• _Task objective_
Every line below is to be given again precisely; images are to be left out.

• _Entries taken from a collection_
....................
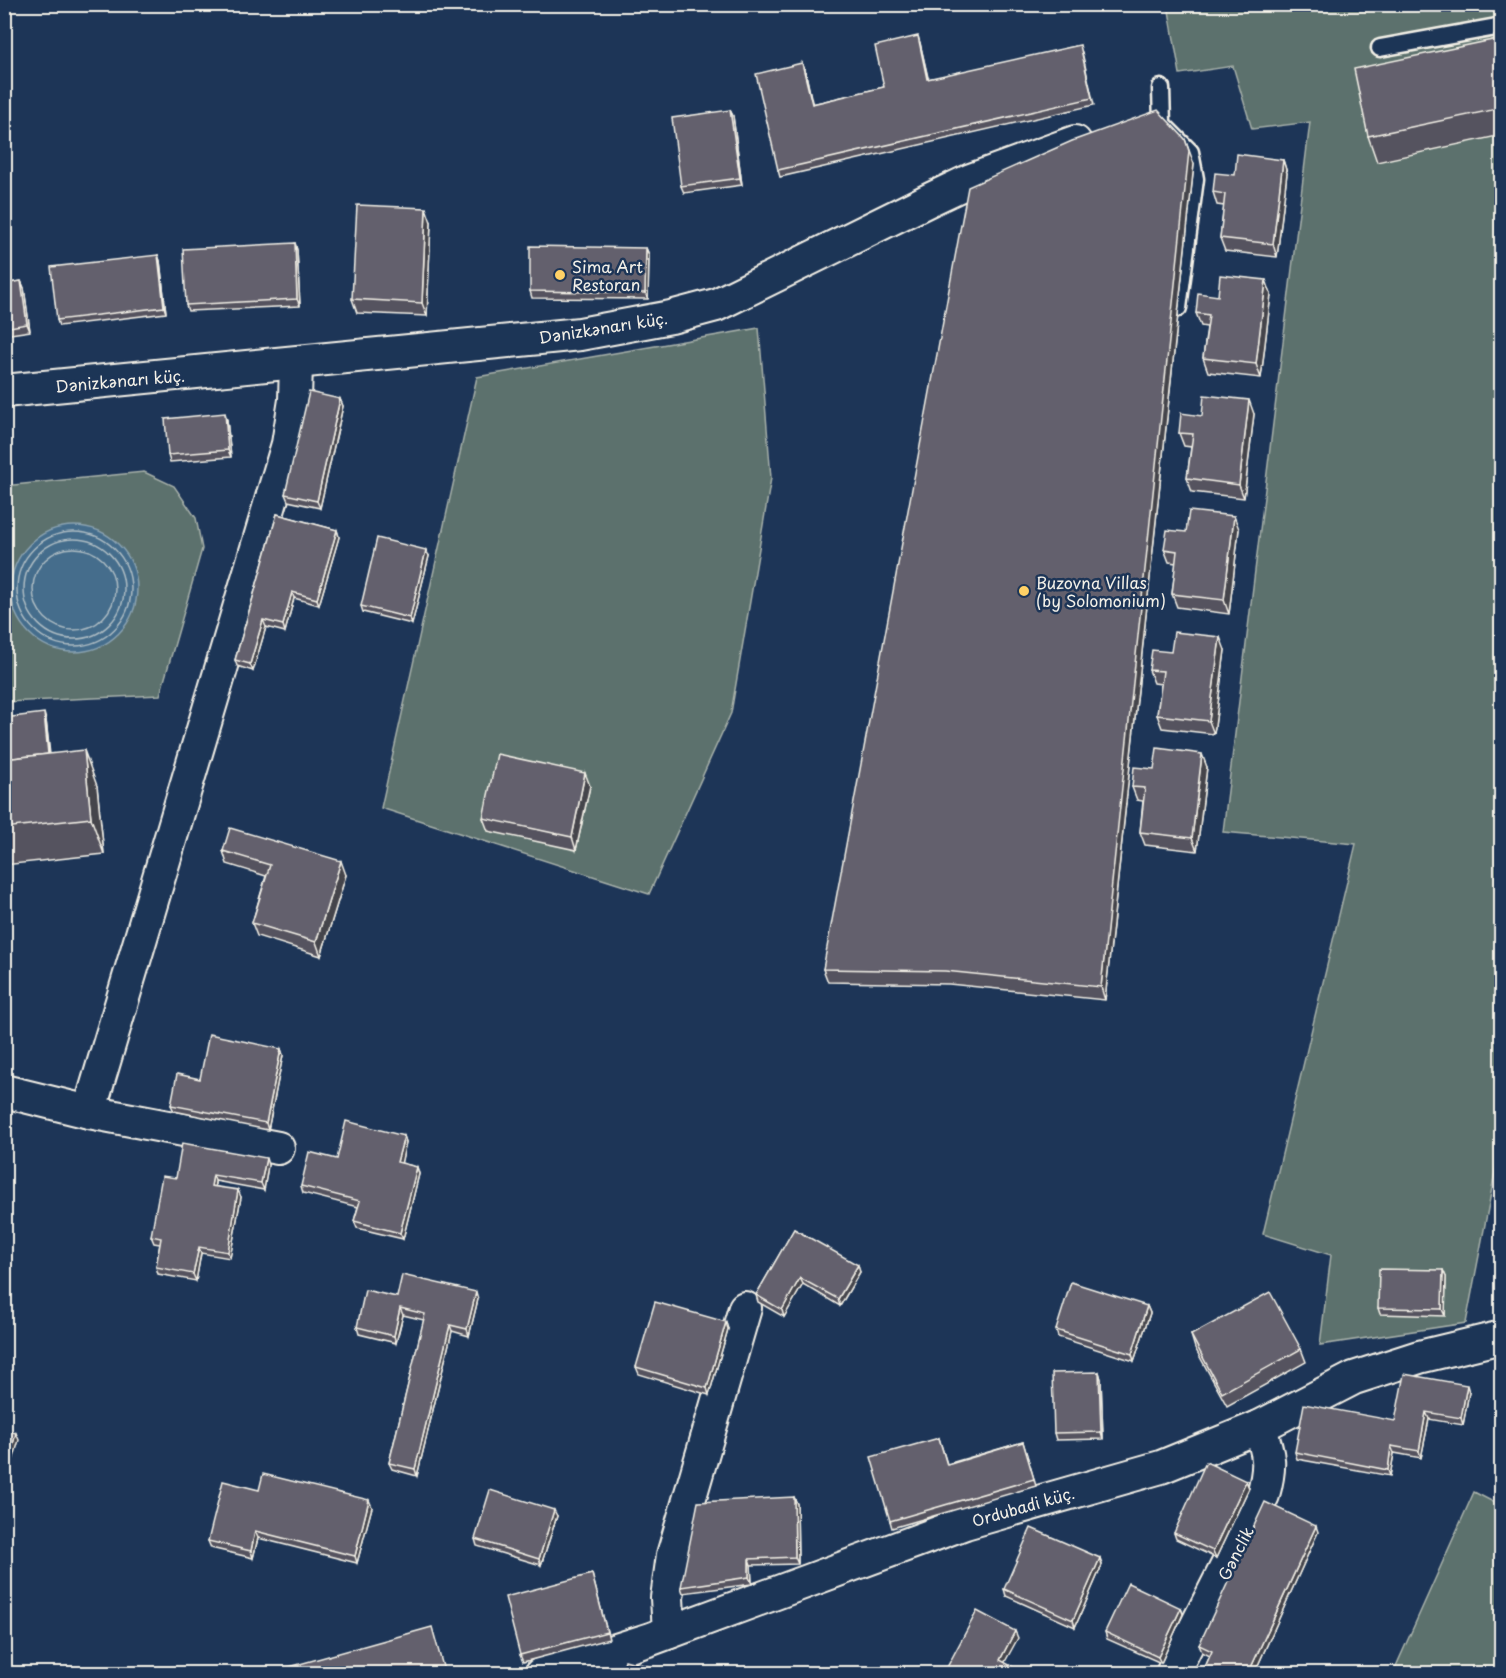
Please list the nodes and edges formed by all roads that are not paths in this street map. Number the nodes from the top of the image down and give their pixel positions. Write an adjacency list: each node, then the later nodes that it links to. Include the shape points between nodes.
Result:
1 (1502, 26): 2 (lane)
2 (1380, 48)
3 (1161, 88): 5 (lane, via 1149,123 1190,152 1195,179)
4 (1083, 147): 6 (street, Dənizkənarı küç., via 942,193 716,304 671,317 580,334)
5 (1176, 320)
6 (296, 363): 7 (street, Dənizkənarı küç.); 9 (street, via 288,444)
7 (4, 391)
8 (4, 1091): 9 (street)
9 (89, 1112): 10 (street)
10 (278, 1148)
11 (745, 1308): 14 (street, via 674,1555 667,1598)
12 (1502, 1337): 13 (street, Ordubadi küç., via 1354,1378)
13 (1259, 1427): 14 (street, Ordubadi küç., via 1161,1467 937,1533); 16 (street, Gənclik, via 1268,1450 1270,1470 1263,1495)
14 (669, 1632): 15 (street, Ordubadi küç.)
15 (541, 1674)
16 (1172, 1674)

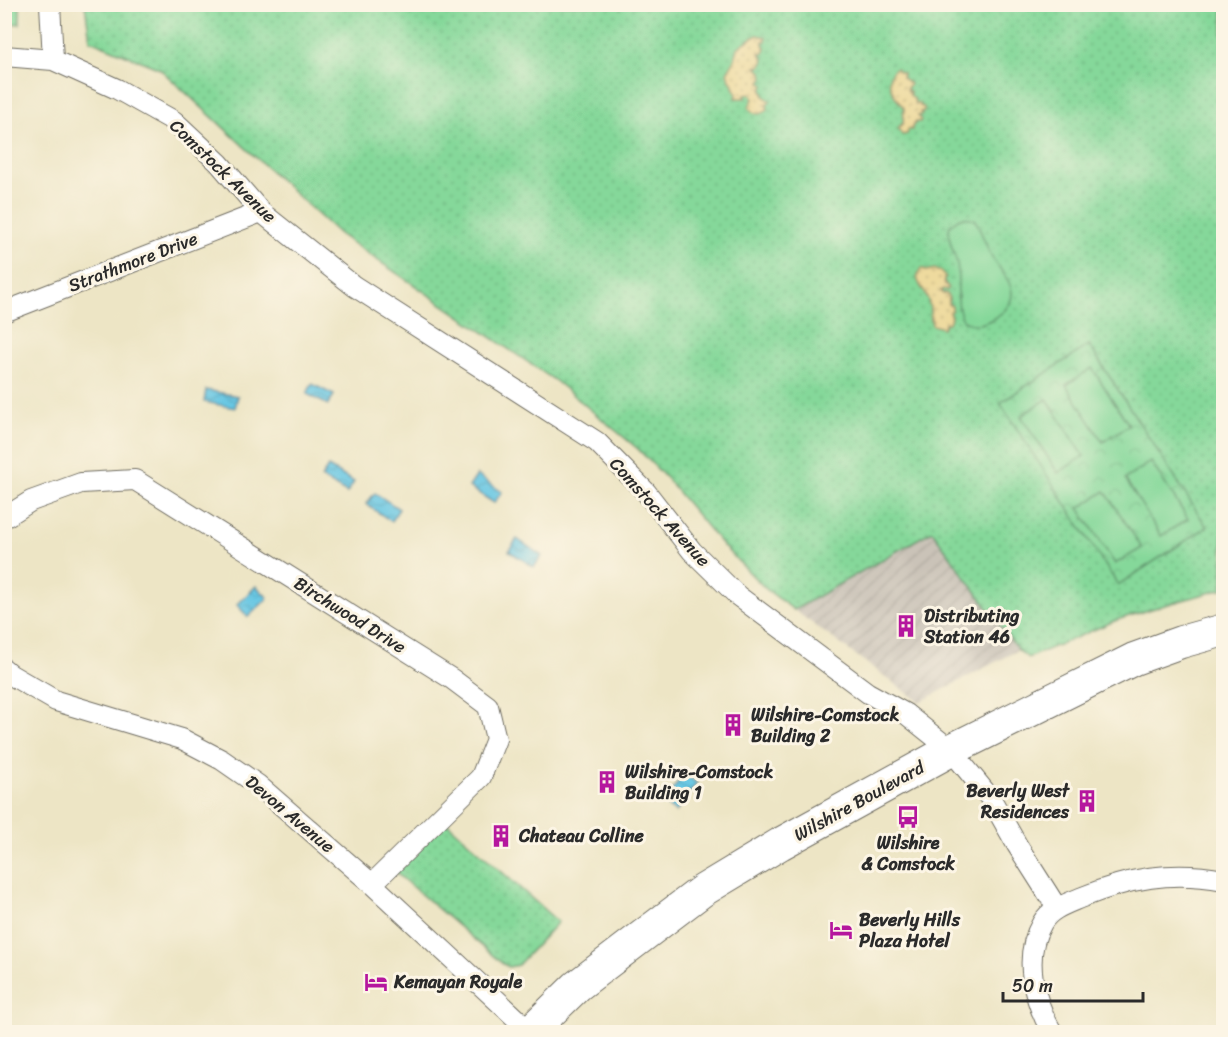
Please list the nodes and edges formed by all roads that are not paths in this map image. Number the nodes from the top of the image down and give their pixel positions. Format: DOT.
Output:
....................
• _Task answer_
Please list the nodes and edges formed by all roads that are not paths in this street map. Number the nodes from the top of the image down and give their pixel positions. Write an adjacency list: each node, then the later nodes that it links to. Include the shape points between nodes.
Result:
1 (1502, 26): 2 (lane)
2 (1380, 48)
3 (1161, 88): 5 (lane, via 1149,123 1190,152 1195,179)
4 (1083, 147): 6 (street, Dənizkənarı küç., via 942,193 716,304 671,317 580,334)
5 (1176, 320)
6 (296, 363): 7 (street, Dənizkənarı küç.); 9 (street, via 288,444)
7 (4, 391)
8 (4, 1091): 9 (street)
9 (89, 1112): 10 (street)
10 (278, 1148)
11 (745, 1308): 14 (street, via 674,1555 667,1598)
12 (1502, 1337): 13 (street, Ordubadi küç., via 1354,1378)
13 (1259, 1427): 14 (street, Ordubadi küç., via 1161,1467 937,1533); 16 (street, Gənclik, via 1268,1450 1270,1470 1263,1495)
14 (669, 1632): 15 (street, Ordubadi küç.)
15 (541, 1674)
16 (1172, 1674)

Please list the nodes and edges formed by all roads that are not paths in this map image. Number the nodes from the top of the image down and give their pixel positions. Format: DOT.
Output:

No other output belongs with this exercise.